──────── Provided data ────────

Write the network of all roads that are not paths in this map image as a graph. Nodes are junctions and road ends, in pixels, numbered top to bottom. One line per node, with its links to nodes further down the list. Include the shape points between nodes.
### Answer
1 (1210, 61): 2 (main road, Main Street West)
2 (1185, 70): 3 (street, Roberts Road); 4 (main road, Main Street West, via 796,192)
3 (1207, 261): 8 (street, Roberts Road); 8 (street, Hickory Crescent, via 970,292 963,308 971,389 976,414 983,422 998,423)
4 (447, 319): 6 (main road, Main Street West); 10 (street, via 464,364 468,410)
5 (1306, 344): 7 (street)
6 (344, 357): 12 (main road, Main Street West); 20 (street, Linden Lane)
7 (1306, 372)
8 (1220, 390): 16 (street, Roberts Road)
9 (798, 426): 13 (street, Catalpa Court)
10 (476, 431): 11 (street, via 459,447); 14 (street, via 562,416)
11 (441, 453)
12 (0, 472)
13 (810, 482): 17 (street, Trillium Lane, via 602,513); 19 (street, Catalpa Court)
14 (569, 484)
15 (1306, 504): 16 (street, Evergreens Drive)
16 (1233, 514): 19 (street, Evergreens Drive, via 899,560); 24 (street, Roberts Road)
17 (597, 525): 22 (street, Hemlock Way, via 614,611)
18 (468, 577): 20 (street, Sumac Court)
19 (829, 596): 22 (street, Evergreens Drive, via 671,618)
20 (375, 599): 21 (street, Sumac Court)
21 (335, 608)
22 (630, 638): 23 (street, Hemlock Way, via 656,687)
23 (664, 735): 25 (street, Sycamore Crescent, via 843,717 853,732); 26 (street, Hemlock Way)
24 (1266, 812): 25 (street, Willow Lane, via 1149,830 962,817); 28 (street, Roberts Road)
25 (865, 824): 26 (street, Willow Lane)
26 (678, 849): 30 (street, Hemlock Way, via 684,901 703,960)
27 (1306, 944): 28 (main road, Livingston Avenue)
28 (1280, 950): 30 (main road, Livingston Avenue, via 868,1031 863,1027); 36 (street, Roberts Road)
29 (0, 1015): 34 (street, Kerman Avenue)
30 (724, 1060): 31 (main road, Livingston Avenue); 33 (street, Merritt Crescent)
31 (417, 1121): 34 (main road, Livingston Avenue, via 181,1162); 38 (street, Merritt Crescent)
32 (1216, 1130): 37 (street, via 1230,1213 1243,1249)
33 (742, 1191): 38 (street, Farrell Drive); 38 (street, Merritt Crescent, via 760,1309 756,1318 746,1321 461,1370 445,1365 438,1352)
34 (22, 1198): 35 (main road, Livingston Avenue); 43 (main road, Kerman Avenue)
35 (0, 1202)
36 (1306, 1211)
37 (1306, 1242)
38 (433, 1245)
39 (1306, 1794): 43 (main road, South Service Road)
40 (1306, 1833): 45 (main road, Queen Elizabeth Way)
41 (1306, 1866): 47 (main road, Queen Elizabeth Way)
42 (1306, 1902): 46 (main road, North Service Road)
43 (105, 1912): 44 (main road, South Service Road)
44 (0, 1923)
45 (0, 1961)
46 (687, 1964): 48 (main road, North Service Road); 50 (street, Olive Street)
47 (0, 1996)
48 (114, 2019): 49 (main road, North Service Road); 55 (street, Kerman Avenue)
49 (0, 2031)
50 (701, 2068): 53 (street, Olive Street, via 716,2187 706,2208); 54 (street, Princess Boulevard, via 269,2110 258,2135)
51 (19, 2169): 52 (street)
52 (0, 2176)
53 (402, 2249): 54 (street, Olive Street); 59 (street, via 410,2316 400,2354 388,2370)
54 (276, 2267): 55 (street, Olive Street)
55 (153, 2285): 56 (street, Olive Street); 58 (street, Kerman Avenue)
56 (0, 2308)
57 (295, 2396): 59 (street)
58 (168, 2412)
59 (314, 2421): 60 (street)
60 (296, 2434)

────────

Your objective.
Could you report every line of the material that contains the string "Olive"?

Task solution.
46 (687, 1964): 48 (main road, North Service Road); 50 (street, Olive Street)
50 (701, 2068): 53 (street, Olive Street, via 716,2187 706,2208); 54 (street, Princess Boulevard, via 269,2110 258,2135)
53 (402, 2249): 54 (street, Olive Street); 59 (street, via 410,2316 400,2354 388,2370)
54 (276, 2267): 55 (street, Olive Street)
55 (153, 2285): 56 (street, Olive Street); 58 (street, Kerman Avenue)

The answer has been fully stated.